Canada has its fair share of phantom vehicle stories, some of which we have explored in previous pieces. Recall, for example, the phantom train of Medicine Hat, Alberta – a sort of locomotive doppelganger which appeared to have portended a deadly train collision on July 9th, 1908. Then there was the ghostly passenger train which dashed through the village of Wellington, Prince Edward Island, on a December evening in 1885, just after the tragic drowning of a boy. And in the winter of 1897, an anonymous writer described seeing an ethereal locomotive glide across the snow before vanishing into thin air, all while shivering at a lonely train station in the hamlet of Shanawan, or Domain, Manitoba.

Perhaps better known are tales of phantom ships, like the ghost ship of the Northumberland Strait – a three-masted schooner seen from time to time burning in the strip of Atlantic Ocean that separates Nova Scotia from Prince Edward Island.

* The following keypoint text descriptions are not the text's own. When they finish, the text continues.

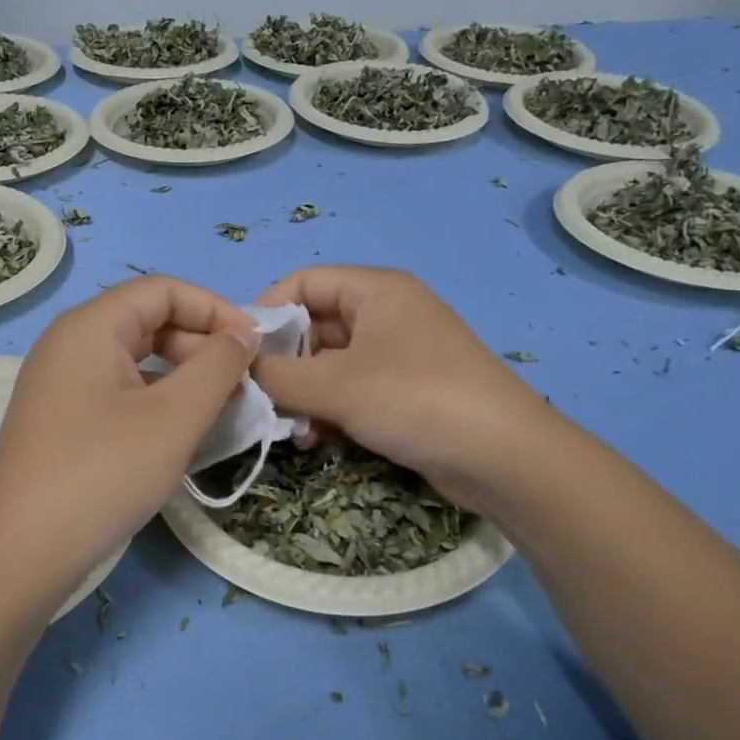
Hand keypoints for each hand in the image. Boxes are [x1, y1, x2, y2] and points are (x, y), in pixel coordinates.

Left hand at [0, 277, 258, 604]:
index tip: (255, 346)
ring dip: (183, 377)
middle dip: (201, 345)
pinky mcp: (62, 423)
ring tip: (220, 411)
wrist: (20, 553)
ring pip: (135, 362)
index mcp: (90, 327)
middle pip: (148, 322)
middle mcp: (70, 345)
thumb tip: (242, 334)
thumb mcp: (174, 416)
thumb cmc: (103, 471)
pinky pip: (120, 394)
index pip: (162, 290)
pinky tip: (181, 435)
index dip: (215, 309)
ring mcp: (61, 386)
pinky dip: (157, 403)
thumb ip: (217, 366)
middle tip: (241, 384)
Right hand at [250, 266, 550, 510]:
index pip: (304, 282)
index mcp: (376, 291)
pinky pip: (352, 391)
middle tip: (258, 398)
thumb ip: (276, 376)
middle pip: (315, 325)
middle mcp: (387, 315)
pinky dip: (329, 411)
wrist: (502, 457)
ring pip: (331, 364)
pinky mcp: (406, 393)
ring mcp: (399, 356)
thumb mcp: (335, 386)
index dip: (267, 311)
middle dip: (284, 362)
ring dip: (304, 393)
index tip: (238, 352)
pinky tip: (316, 441)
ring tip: (289, 428)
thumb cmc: (415, 399)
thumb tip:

Nearby, in Nova Scotia’s Mahone Bay, not far from the fabled Oak Island, locals have reported seeing the shade of the Young Teazer. This vessel was an American privateer which blew to smithereens in a naval skirmish fought during the War of 1812, when a suicidal crewmember set fire to the gunpowder supply. Every once in a while, locals report seeing a ship ablaze at the spot where the Young Teazer met her tragic end. And the waters off Lark Harbour, a small fishing community on the western shore of Newfoundland, is rumoured to be haunted the spirits of a shipwrecked crew whose ghostly cries carry on the wind during storms.

In this piece, we will examine more vehicular mysteries from Canada, from the relatively prosaic, as mysteries go, to the downright astounding.

 

The Haunted Car of Victoria, BC

Our first story treats with a strange little event which took place in the Quadra district of Victoria, British Columbia, on the night of Tuesday, August 26th, 1953. This story appeared in both the next day’s issue of the Victoria Daily Times, and in an article by Curtis Fuller in the February 1954 issue of the magazine Fate.

That night, Mr. Cyril Black and his wife, who lived in a little house on Victoria’s Graham Street, decided to go the theatre on View Street, not far from downtown. In the back seat of their locked car, they left a newly-purchased woman’s suit still in its box, wrapped in paper and neatly covered by car blanket.

When they returned to their car, they found that the box in the back seat had been unpacked. The suit was draped over the seat, and the car blanket had been rolled up and stowed on the floor. The Blacks would have assumed their vehicle had been broken into were it not for the fact that nothing had been taken – not even an expensive camera which lay in the glove compartment. To make matters truly bizarre, however, the car was still locked.

Mrs. Black was too frightened to get into the car, and Mr. Black admitted to a reporter that he himself was hesitant to get behind the wheel, chilled by the prospect of playing chauffeur to some invisible backseat driver.

 

The Phantom Carriage of Cape Mabou, Nova Scotia

Although Mr. and Mrs. Black’s strange experience could potentially be ascribed an especially skilled lockpicker, the same cannot be said for another strange event which was detailed in Nova Scotian folklorist Helen Creighton’s 1957 book Bluenose Ghosts. In her chapter on ‘forerunners’ – supernatural warnings of disaster which feature prominently in Canadian Maritime folklore – Creighton described an unusual series of events which took place at Cape Mabou, a settlement on the western shores of Nova Scotia’s Cape Breton Island.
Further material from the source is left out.